Avec en ligne de mire  le souci  de restauration de la  crédibilité de l’institution, des  partenariats multiples sont  noués avec des organisations de référence(AfricaRice, AIEA,ICBA,CORAF,ACSAD,ICARD ,FAO ,Mon-3…),dans les domaines de renforcement de capacité  ou  d’expérimentation de nouvelles variétés. Le niveau technique qui constitue un indicateur non négligeable a connu ,dans la production des semences de pré base  une augmentation notoire qui ,au départ était au niveau le plus bas en 2010 pour atteindre 4,9TTonnes en 2016.En même temps ,au niveau  des établissements semenciers, la vente a connu une augmentation significative passant  de 470Kg en 2014 à 4040T en 2017.

Ces ventes portent sur 16 variétés de riz à haut rendement ,homologuées en 2012,  tandis que 17 autres, prometteuses sont en cours d’expérimentation en partenariat avec AfricaRice.
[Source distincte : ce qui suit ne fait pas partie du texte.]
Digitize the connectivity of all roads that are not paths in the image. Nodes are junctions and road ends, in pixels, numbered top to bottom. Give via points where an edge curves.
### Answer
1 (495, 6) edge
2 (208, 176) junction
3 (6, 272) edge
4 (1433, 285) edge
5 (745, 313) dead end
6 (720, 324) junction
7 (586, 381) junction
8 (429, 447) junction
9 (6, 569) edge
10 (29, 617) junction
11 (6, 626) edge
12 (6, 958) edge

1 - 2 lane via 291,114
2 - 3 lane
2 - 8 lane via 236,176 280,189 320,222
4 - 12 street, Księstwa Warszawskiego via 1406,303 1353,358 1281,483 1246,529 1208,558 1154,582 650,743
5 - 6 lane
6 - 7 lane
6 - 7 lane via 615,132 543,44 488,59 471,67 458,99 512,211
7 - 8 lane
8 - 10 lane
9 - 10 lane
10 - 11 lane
Pour avoir inscrit son action dans la diffusion des résultats au niveau de la chaine semencière articulée autour de la sélection, de l’amélioration et de l’homologation des variétés produites par CNARADA,les producteurs ont pu améliorer leurs rendements par la mise à disposition de variétés performantes de céréales, de légumineuses, de cultures fruitières et maraîchères en  adoptant de nouvelles techniques d’irrigation  (goutte à goutte, tuyaux à vannette, système californien).
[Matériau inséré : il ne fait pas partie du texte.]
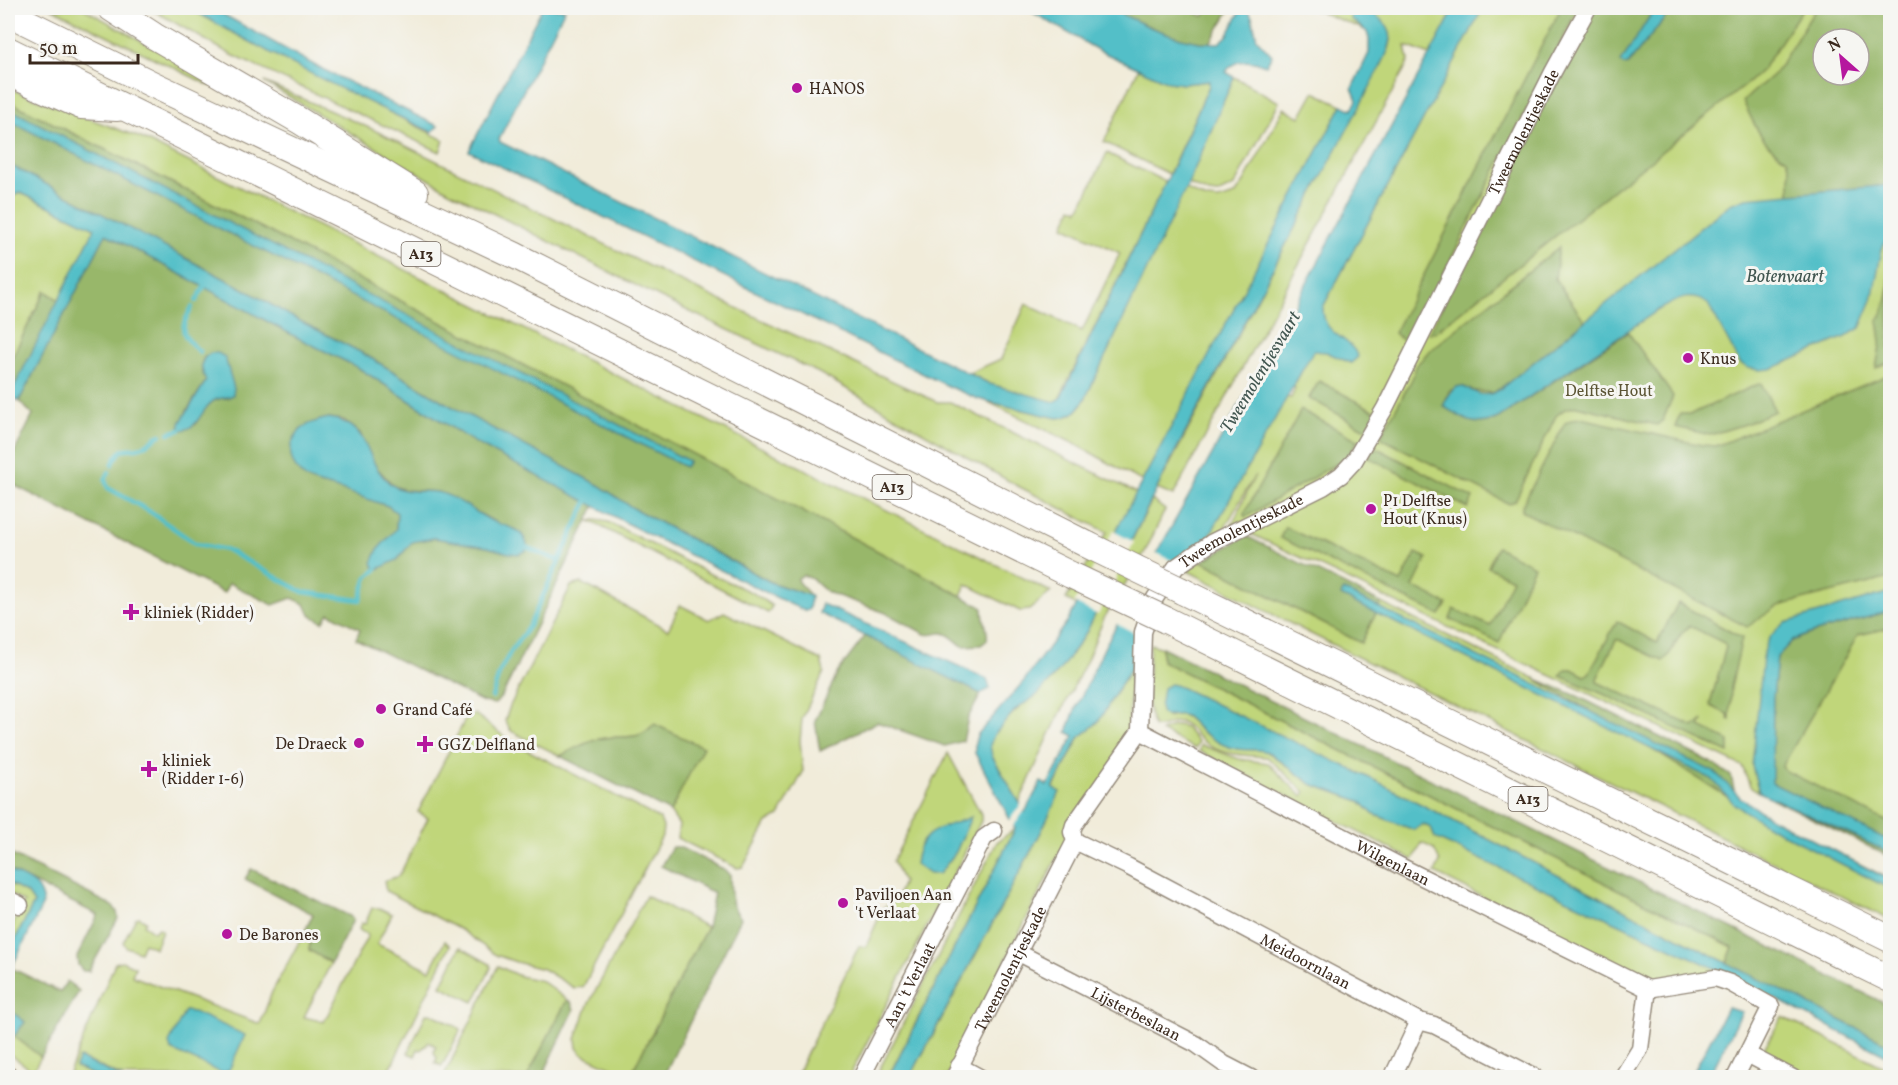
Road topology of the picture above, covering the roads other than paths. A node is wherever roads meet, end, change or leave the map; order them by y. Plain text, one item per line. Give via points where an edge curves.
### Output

Approche «recherche et développement»

. Faisant de l’approche « recherche & développement » un axe pédagogique  répondant aux différentes sollicitations, le CNRADA, avec ses nouveaux indicateurs se positionne aujourd’hui mieux qu’avant en faisant prévaloir l’étendue de son, expérience et de son expertise dans l’expérimentation. de nouveaux produits .c’est ainsi que, l’accompagnement du département de l’agriculture a permis l’insertion des diplômés chômeurs dans la plaine de Mpourrié, le suivi du programme blé en plus du programme des semences traditionnelles et celui du programme de développement des cultures fourragères dans la zone de NbeikitLahwach inauguré par le Président de la République en Mai 2016.Aujourd’hui, cette activité fourragère s’érige en un projet ambitieux de production fourragère  dans la zone de Dhar (Hodhechargui)pour accompagner l’usine de lait mis en place à Néma.Toutes choses qui montrent bien que les efforts déployés ont quand même servi à la visibilité de l’institution en l’espace de 5 ans.
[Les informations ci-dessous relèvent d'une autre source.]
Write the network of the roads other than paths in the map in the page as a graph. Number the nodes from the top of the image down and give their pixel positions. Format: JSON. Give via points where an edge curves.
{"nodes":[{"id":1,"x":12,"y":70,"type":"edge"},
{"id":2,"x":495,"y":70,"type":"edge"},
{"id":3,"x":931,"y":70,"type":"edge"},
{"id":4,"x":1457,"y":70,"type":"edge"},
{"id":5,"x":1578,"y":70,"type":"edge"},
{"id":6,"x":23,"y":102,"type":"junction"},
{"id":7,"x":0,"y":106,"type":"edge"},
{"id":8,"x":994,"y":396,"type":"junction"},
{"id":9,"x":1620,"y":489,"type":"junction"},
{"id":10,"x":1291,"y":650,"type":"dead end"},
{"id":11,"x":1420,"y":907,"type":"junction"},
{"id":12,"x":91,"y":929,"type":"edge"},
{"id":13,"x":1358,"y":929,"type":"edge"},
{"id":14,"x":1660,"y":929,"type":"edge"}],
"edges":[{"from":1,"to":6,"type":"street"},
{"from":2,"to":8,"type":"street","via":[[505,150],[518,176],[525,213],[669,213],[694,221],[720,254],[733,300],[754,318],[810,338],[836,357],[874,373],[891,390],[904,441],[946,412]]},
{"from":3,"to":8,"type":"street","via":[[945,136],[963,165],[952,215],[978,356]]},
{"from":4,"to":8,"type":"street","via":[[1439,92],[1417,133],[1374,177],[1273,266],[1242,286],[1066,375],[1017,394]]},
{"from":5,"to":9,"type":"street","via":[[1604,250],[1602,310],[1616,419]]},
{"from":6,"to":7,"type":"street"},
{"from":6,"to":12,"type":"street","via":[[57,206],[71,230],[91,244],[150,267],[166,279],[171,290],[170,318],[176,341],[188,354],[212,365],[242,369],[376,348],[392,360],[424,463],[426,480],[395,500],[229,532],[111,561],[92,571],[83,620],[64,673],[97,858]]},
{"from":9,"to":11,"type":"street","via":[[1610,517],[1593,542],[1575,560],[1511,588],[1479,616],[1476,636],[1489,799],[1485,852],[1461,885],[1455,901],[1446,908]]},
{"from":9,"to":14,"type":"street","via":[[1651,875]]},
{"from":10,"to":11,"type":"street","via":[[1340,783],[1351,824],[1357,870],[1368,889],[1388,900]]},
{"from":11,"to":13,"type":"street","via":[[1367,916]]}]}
Contraintes et perspectives

 Même si la satisfaction des producteurs est en cohérence avec la cadence des résultats obtenus par les chercheurs, il n’en demeure pas moins que l’institution reste confrontée en ce début du nouvel an, à plusieurs contraintes qui le tiennent comme boulets aux pieds.Car, au niveau des  ressources humaines -chercheurs et assimilés, en plus du déficit remarquable, ils ne bénéficient, du moins pour ceux qui en restent , d’aucun statut. Aussi, la dispersion géographique des zones d’intervention  et la pluralité des programmes d’activités de recherche et développement ne sont pas de nature à maximiser les rendements attendus. Le manque d’équipements et de matériels agricoles constitue également des facteurs limitants non négligeables  sur lesquels   vient se greffer   la faible articulation entre le CNRADA et les autres institutions du Ministère de l’Agriculture.

Dans la continuité des efforts déjà entrepris pour un fonctionnement optimal des différents services ,aussi bien  pour le conseil d’administration que la Direction du CNRADA en charge de l’orientation et de la mise en œuvre des directives , il est important d’approfondir l’approche participative déjà initiée pour aboutir à la mise en place des pôles de développement impliquant tous les acteurs de la chaine de valeur sans toutefois occulter le renforcement des ressources humaines qui souffrent ,de nos jours de l’absence de plan de carrière et de motivations supplémentaires.